Today my father and I were a bit bored so we thought we’d try out WPA. We though we’d try since last Monday we setup two wireless networks with WPA instead of WEP. We thought it was going to be fool-proof and effortlessly easy. It wasn’t that way for us.
We changed over with ease on our router. That was fine. Then we connected using my Vista desktop machine. So far, so good. Then we hit a rough spot. My dad’s Acer (which I reviewed not too long ago) didn’t like the change, it didn’t want to connect. I think our mistake was that we used the same SSID and that probably confused Vista laptop. After a bit of struggling, we got it to connect but then there was another issue.
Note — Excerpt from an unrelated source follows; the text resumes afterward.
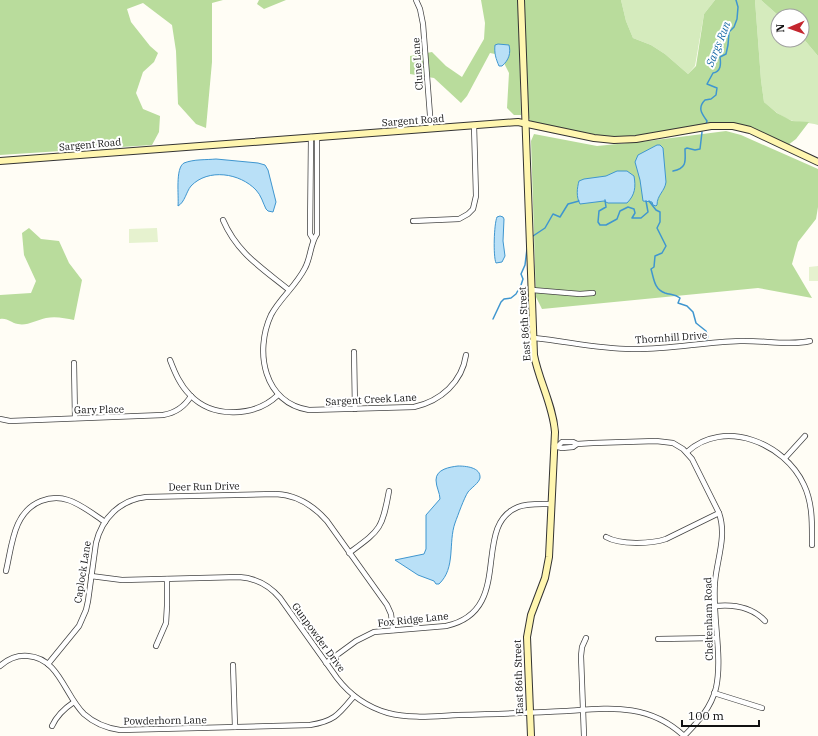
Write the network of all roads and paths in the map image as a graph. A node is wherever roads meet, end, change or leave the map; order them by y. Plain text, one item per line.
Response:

Our entire network was a slug. Slow. Incredibly slow. So I was curios about if WPA would slow down a connection that much. I found a couple of sites with people asking the same question, but none of them gave direct answers that were clear. Most said that if you used WPA with AES, there should be no issue. Then others said that there is no speed difference if you have WEP or WPA compared to a unencrypted network. That made no sense to me since there is clearly overhead. I then was wondering if our local speed was the problem (through wireless) of if our internet connection was the problem.
I performed a very scientific test. I went to SpeedTest.com. I have one computer that has a hard connection. Everything else is wireless. I did a test with the hard-connected computer and another with the wireless. My results, under WPA on the wireless computer was 1314kb/s. That sounds decent right? It is, but the hard-connection was running at 2668kb/s. That’s a significant difference. I understand that there will be a speed difference, but not that much.
After we were tired of WPA, we thought we’d switch back to WEP. That was no problem. Here’s what I found out after though. I ran another speedtest with the wireless computer again under WEP. My speed was 1978kb/s. That’s about 600kb different than WPA.
I honestly have no idea if WPA was just slow or if it was a configuration problem on my part. I’d like to move away WEP but not if we’re going to have so many problems with it. I have a hope that maybe the next generation of Wireless-N will have another high-grade residential method of encryption/authentication.